The one good thing that has come out of all the diversity
in the Unix marketplace is that people have figured out
very effective ways to write platform-independant code.
GNU autoconf is an amazing tool. Things like Perl,
Python and Tk are at the cutting edge of this. The Python
programming language is available for DOS, Windows NT
and just about every known version of Unix. I think that
the fact that Corel Computer can take something like the
StrongARM chip from hand-toggling a bootstrap loader to
a commercially viable product in just a few months is a
stunning demonstration of the cross-platform abilities of
Linux and all the free software that goes with it.

One thing to remember is that Linux was developed by people
who didn't have much money. My personal image of a Linux
developer is a 16 year-old kid finding an old ISA card
in his neighbor's trash.

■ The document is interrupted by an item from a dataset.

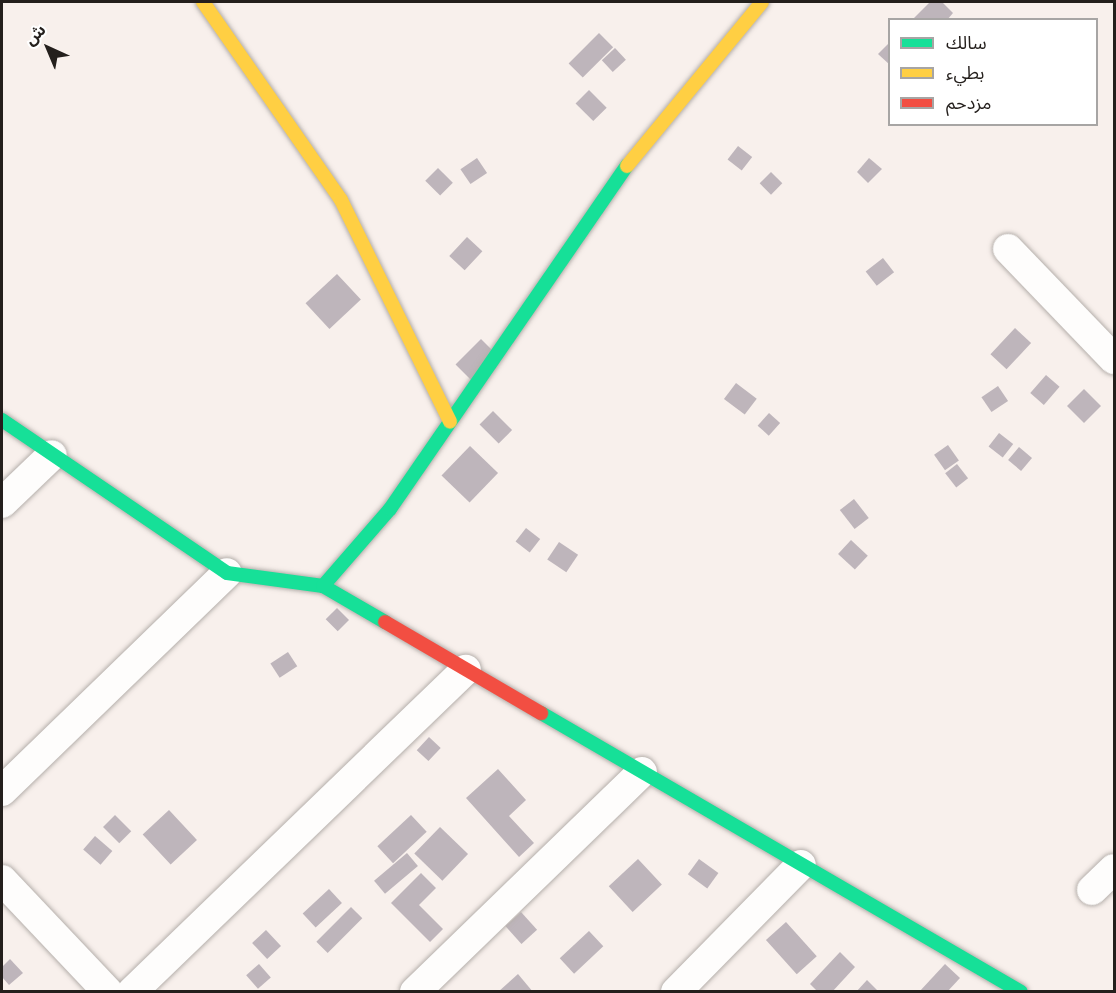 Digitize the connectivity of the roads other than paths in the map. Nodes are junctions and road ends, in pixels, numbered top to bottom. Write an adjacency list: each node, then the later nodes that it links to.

He doesn't know what it does,
but by God he's going to make a Linux driver for it so
he can find out. Then, chatting on the net he finds 27
other people who also have these things, and they all work
together to make the baddest driver for that card there
ever was for any OS. Then he tosses the thing back in the
trash because he found another card and needs the ISA slot.

Linux is insidious because it will run on just about
anything. The only OS that has device support that
comes close is Windows 95, and even that won't run on
half the things that Linux will (like Sun Workstations,
for example). In a way, Linux then turns the class of
all computers into its "commodity platform". It is
also insidious becuase it is free, and no one is going
to try to shove it down your throat. If you have some
old piece of junk in the back and you want to see if you
can do something with it, just try loading Linux have a
go at it. If it works, then great, if it doesn't, there's
nothing lost but your time. Linux traditionally comes into
organizations through the back door with great stealth,
to run on the old PCs and workstations that no one ever
uses anymore. The power of something that turns junk into
valuable assets cannot be ignored.

> Should Microsoft's OS and Applications divisions be split to permit fairness in
> competition? Perhaps that would help.

I don't know the answer but when I look at what has
happened since AT&T was split up, I'd say yes.